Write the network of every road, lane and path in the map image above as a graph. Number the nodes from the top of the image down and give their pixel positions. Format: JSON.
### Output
########
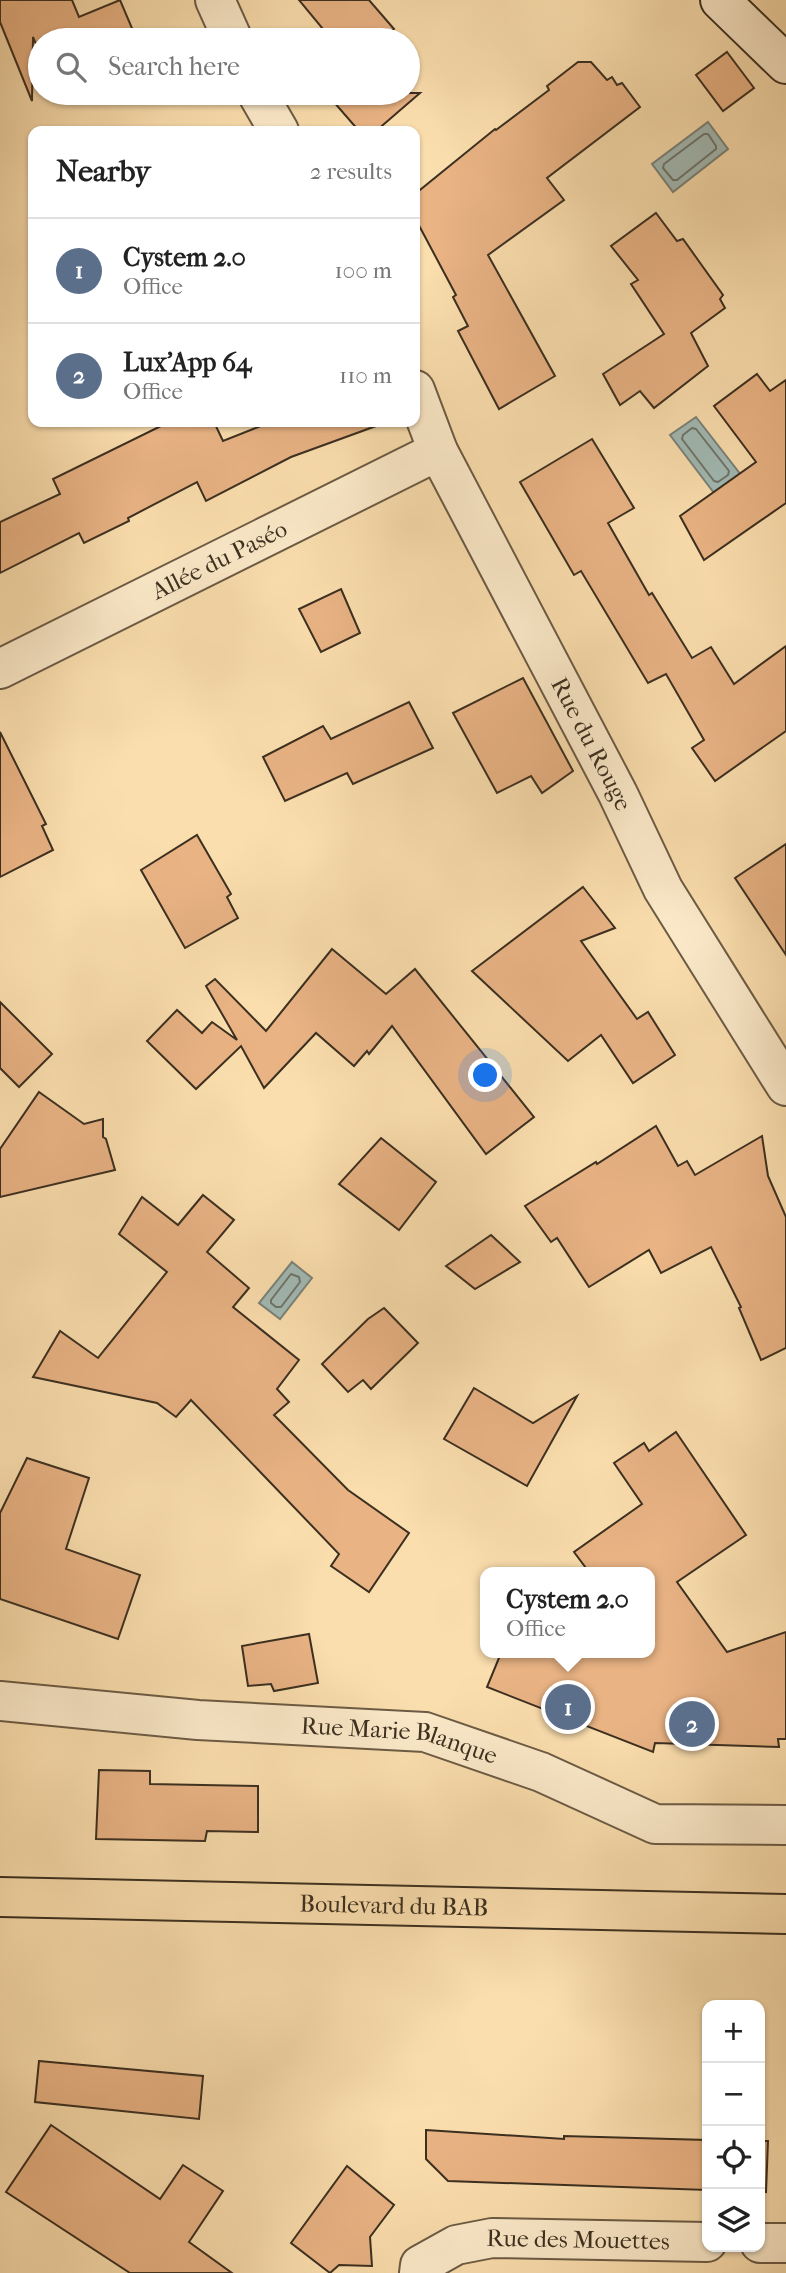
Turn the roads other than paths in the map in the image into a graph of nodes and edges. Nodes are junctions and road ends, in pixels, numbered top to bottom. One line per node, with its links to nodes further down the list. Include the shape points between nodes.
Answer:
########
### Exercise requirements:
The only acceptable answer is a number: how many lines in the data above hold the word "graph".

### Output of the task:
2